Entre los gérmenes capaces de acidificar la leche, fundamentalmente por
producir ácido láctico, se encuentran diversas especies de los géneros
micrococcus, microbacterium y bacillus, pero en general ordinariamente
son incapaces de competir con los gérmenes lácticos. Diversas especies
del género clostridium producen ácido butírico en condiciones que
impiden o inhiben la formación normal de ácido láctico. La leche,
sometida a un tratamiento térmico capaz de destruir todas las formas
bacterianas pero no los esporos de clostridium, puede sufrir la
fermentación acidobutírica con formación de hidrógeno y dióxido de
carbono.
Producción De Gas: La producción de gas por las bacterias va siempre
acompañada de la formación de ácido. Las especies formadoras de gases
más importantes son las del género clostridium, las bacterias coliformes,
los aerobacilos (especies del género bacillus formadoras de gas) que
liberan tanto hidrógeno como dióxido de carbono y las levaduras y
gérmenes propiónicos y lácticos heterofermentativos que producen sólo
dióxido de carbono.
La probabilidad de que se produzca gas o no y el tipo de microorganismos
que lo originan depende del tratamiento a que previamente se haya
sometido la leche y de la temperatura a la que se mantenga. En la leche
cruda, a temperaturas comprendidas entre la de la sangre y la del hielo,
los gérmenes productores de gas con más probabilidad de multiplicarse
son los coliformes porque pueden competir bien con otros formadores de
ácido. El agriado de la leche o la crema por las bacterias favorece el
subsiguiente desarrollo de las levaduras que se multiplican y actúan
mejor en un medio ácido.
A la temperatura que se mantienen la leche y la crema en la nevera es
difícil que se desarrollen los clostridium y bacillus formadores de gas,
que no son capaces de competir ventajosamente con los acidiformes a
temperaturas elevadas, pero pueden actuar si éstos no existen o si su
actividad no es muy grande.
Proteólisis: La hidrólisis de las proteínas lácticas por acción
microbiana se acompaña en general de la producción de un sabor amargo
producido por algunos polipéptidos.
Las alteraciones producidas por
los microorganismos proteolíticos son:
-
proteólisis ácida en la que
tienen lugar simultáneamente la proteólisis y la producción de
ácido,
-
proteólisis con acidez mínima
e incluso con alcalinidad,
-
leche “cortada“ producida por
enzimas bacterianas del tipo de la renina en una etapa inicial de la
proteólisis, y
-
proteólisis lenta por
endoenzimas liberadas por bacterias después de su autólisis.

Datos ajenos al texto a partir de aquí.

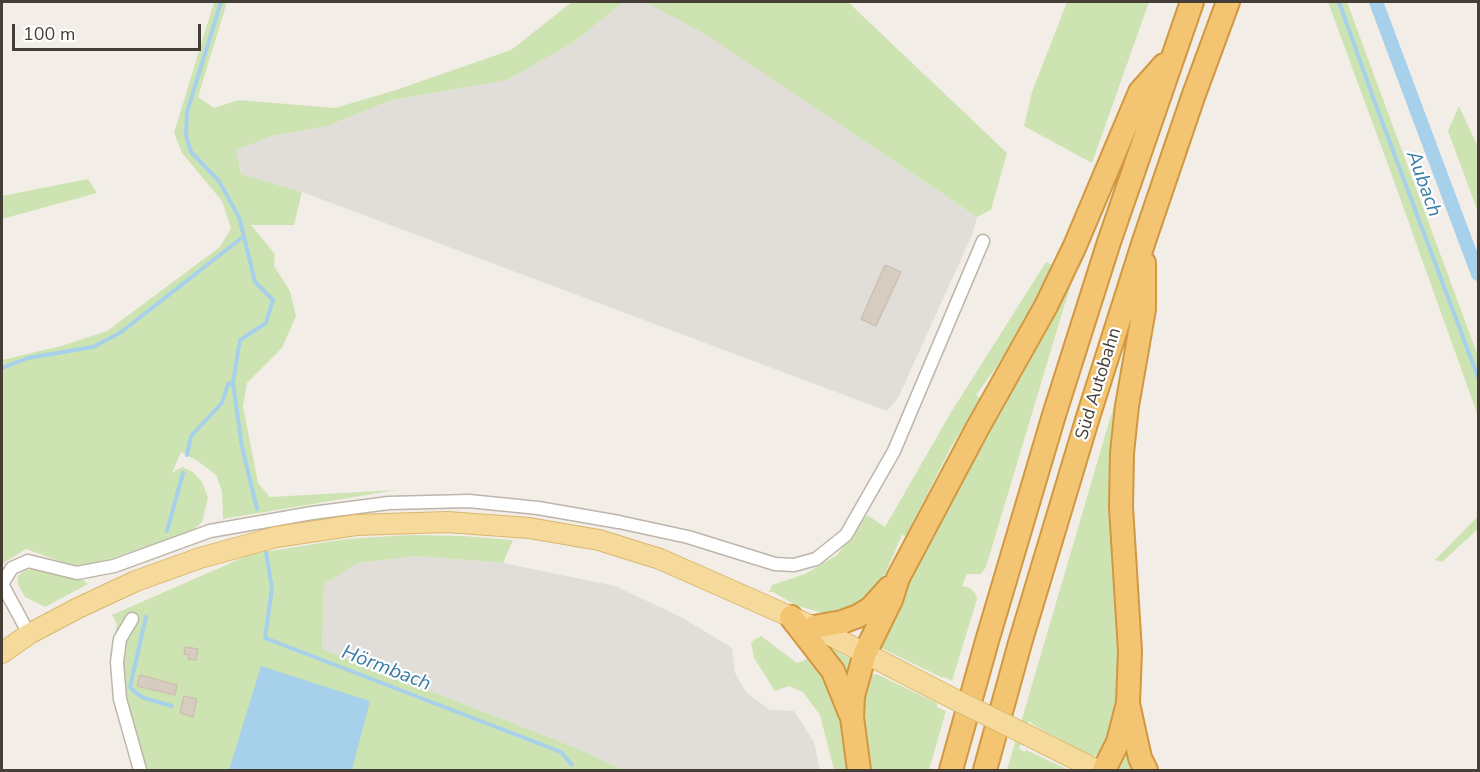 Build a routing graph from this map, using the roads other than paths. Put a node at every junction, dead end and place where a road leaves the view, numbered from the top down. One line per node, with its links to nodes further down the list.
1 (1192, 2): 3 (highway, Süd Autobahn)
2 (1228, 2): 5 (highway, Süd Autobahn)
3 (1173, 55): 6 (highway); 18 (highway, Süd Autobahn)
4 (983, 241): 7 (street)
5 (1144, 241): 14 (highway); 19 (highway, Süd Autobahn)
6 (898, 578): 10 (highway); 13 (highway)
7 (2, 584): 11 (street)
8 (791, 617): 10 (main road); 11 (main road); 15 (highway)
9 (132, 620): 16 (street)
10 (814, 627): 13 (main road)
11 (29, 634): 12 (main road)
12 (2, 653)
13 (865, 653): 15 (highway); 20 (main road, bridge)
14 (1128, 703): 21 (highway); 22 (highway)
15 (852, 717): 17 (highway)
16 (140, 771)
17 (859, 771)
18 (951, 771)
19 (985, 771)
20 (1097, 771)
21 (1104, 771)
22 (1146, 771) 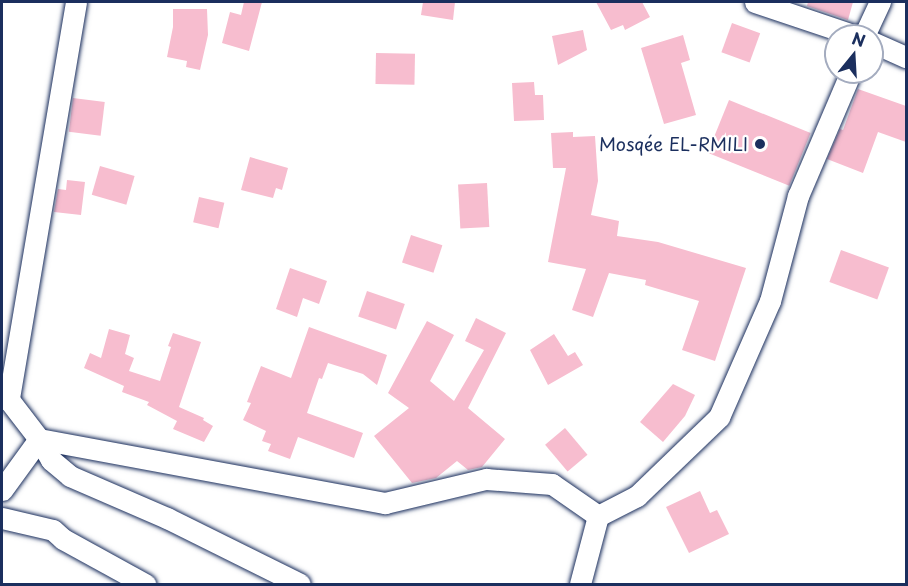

La proteólisis ácida puede
estar producida por diversas especies del género micrococcus, algunos de
los cuales se hallan en la ubre de la vaca.
Uno de los estreptococos intestinales, el S. faecalis es un organismo
ácido láctico muy proteolítico. Como los demás enterococos es
termodúrico y capaz por tanto de producir proteólisis en la leche
pasteurizada. Los esporos de las cepas proteolíticas de algunas especies
de bacillus fermentadores de la lactosa, como el B. cereus, sobreviven a
la pasteurización, e incluso a tratamientos térmicos más drásticos,
produciendo luego proteólisis ácida.
Entre las especies de los géneros micrococcus, pseudomonas, proteus,
achromobacter, flavobacterium y serratia hay gérmenes muy proteolíticos
Obsérvese que estas especies desarrollan a temperaturas bajas por lo que
son capaces de producir proteólisis y amargor aún en leche refrigerada.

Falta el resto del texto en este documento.